What happens in Henry VI, Part 3
The whole story, start to finish — every act, in plain modern English. This summary follows the play to its ending, so read on once you're ready to know how it closes.
York and his sons march into Parliament and seize the throne room, backed by Warwick’s soldiers. Cornered, King Henry VI strikes a bargain: he will keep his crown for life but name York his heir, disinheriting his own young son. When Queen Margaret hears what her weak husband has agreed to, she is enraged. She disowns him, raises an army, and vows to fight for her boy’s birthright. The peace lasts only as long as it takes her to gather men.
The war turns savage at once. Margaret’s forces overwhelm York’s at Wakefield. Lord Clifford, hungry for revenge after his father’s death, catches York’s young son Rutland fleeing the field and stabs the boy despite his pleas. Then Margaret and Clifford capture York himself. They taunt him with a paper crown, wave Rutland’s bloodstained handkerchief in his face, and stab him to death. Margaret orders his head set on the gates of York. But York has grown sons, and they will not forget.
Edward and Richard, York’s surviving heirs, swear vengeance. Warwick joins them with fresh troops and proclaims Edward the rightful king. The armies clash again at Towton, a brutal battle where King Henry sits apart on a molehill, wishing he were a simple shepherd, while a father unknowingly kills his son and a son his father nearby. The Yorkists win. Clifford dies of his wounds, and his head replaces York’s on the city gates — the cycle of revenge feeding itself. Edward is crowned King Edward IV.
Then Edward wrecks his own cause. While Warwick is in France arranging a royal marriage for him with Lady Bona, Edward marries an English widow, Lady Grey, on impulse. The insult enrages King Lewis of France and humiliates Warwick, who switches sides on the spot. Margaret is already in France begging Lewis for aid, and now Warwick joins her. He marries his daughter to Henry’s line and leads an army back to England to pull Edward down.
Warwick’s invasion works at first. His men surprise Edward’s camp at night and take the king prisoner, freeing Henry from the Tower and restoring him to a throne he no longer wants. Henry hands real power to Warwick and Clarence and names the young Earl of Richmond as England’s future hope. But Edward escapes to Burgundy with Richard’s help, raises another army, and returns. At the city of York he claims at first to want only his dukedom, then, pushed by his brothers, declares himself king again. The walls open, and his strength swells as he marches.

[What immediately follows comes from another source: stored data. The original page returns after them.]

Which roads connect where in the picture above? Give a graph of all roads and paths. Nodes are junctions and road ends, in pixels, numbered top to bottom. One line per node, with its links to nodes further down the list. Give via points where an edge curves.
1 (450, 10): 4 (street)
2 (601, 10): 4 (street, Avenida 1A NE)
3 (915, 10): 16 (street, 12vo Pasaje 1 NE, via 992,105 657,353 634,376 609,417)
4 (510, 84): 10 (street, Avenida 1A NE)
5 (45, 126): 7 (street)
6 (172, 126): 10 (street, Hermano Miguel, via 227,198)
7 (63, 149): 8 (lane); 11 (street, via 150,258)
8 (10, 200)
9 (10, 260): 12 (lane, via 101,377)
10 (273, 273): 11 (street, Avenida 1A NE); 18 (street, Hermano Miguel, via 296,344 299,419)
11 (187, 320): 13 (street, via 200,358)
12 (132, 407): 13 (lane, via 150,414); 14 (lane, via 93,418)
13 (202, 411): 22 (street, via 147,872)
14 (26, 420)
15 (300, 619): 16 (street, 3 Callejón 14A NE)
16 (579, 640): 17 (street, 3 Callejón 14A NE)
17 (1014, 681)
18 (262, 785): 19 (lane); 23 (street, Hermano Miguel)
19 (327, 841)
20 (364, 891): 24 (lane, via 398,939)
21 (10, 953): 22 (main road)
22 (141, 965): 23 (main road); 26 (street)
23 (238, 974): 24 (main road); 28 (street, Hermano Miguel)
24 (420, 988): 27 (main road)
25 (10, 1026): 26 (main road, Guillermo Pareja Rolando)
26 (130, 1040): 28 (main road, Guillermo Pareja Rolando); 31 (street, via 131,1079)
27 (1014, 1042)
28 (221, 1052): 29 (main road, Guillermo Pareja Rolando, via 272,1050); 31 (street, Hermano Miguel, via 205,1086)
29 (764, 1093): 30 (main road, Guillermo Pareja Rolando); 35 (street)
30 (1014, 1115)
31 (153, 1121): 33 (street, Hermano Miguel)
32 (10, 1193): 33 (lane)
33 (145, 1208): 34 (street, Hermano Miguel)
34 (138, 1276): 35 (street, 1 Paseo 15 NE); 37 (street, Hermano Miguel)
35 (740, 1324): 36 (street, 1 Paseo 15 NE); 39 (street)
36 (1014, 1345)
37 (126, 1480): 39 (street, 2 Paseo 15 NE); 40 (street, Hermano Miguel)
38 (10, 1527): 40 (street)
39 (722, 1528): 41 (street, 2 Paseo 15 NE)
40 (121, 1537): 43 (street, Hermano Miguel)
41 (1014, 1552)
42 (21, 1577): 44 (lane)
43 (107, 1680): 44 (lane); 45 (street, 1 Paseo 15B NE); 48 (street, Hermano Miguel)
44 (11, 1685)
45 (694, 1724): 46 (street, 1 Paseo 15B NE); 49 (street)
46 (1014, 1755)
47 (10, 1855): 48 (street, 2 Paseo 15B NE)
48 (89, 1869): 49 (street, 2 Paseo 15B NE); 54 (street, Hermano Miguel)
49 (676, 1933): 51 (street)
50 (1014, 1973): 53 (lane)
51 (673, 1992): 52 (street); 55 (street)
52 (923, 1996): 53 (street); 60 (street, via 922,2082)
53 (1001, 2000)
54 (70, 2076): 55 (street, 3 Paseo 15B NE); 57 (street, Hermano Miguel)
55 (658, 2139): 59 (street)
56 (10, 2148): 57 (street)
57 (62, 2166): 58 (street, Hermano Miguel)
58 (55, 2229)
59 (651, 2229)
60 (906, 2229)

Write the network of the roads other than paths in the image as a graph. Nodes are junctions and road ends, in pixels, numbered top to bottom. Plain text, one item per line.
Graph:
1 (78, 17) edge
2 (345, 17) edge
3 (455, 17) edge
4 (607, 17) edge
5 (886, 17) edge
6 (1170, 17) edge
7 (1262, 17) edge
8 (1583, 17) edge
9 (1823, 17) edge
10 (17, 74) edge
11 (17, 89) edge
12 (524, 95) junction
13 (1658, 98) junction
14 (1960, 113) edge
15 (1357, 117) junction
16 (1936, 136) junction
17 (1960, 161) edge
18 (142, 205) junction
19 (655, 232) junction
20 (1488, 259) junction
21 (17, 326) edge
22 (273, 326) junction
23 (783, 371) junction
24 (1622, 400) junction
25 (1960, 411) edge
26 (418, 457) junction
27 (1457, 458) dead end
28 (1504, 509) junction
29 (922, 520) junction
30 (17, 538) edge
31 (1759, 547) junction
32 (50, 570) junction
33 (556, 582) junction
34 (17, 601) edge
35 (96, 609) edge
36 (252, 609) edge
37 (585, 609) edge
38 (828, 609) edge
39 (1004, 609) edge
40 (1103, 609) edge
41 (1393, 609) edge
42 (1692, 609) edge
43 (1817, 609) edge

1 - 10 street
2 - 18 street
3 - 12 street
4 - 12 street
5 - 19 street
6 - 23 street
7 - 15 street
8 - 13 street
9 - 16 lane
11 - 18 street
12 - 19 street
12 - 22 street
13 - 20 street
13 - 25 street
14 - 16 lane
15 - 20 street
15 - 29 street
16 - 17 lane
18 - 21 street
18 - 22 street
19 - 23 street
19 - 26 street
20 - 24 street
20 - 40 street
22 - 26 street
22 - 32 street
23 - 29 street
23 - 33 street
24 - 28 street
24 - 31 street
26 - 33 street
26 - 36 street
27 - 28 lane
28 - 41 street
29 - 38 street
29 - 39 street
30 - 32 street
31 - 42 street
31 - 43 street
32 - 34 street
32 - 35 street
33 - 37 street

The two sides meet at Barnet. Edward brings Warwick down, and the great kingmaker dies on the field, mourning his lost power like a felled cedar. Margaret lands with a French army too late to save him, but presses on regardless. At Tewkesbury she rallies her troops with a defiant speech, comparing their fight to a ship battling storm and rock. It is her last stand. Edward’s forces crush her army and capture her, along with the nobles and her son, young Prince Edward.
The endgame is bloody. When the captured prince answers Edward defiantly, Edward, Richard, and Clarence stab him to death in front of his mother. Margaret begs to be killed too but is dragged away alive, to be shipped back to France. Richard slips off to the Tower, where he murders the helpless King Henry VI, who dies prophesying the ruin Richard will bring. Edward sits crowned at last, with a baby son and talk of lasting peace. But Richard, alone, reveals the truth: he means to betray them all and take the crown for himself, comparing his loyal kiss to the kiss of Judas.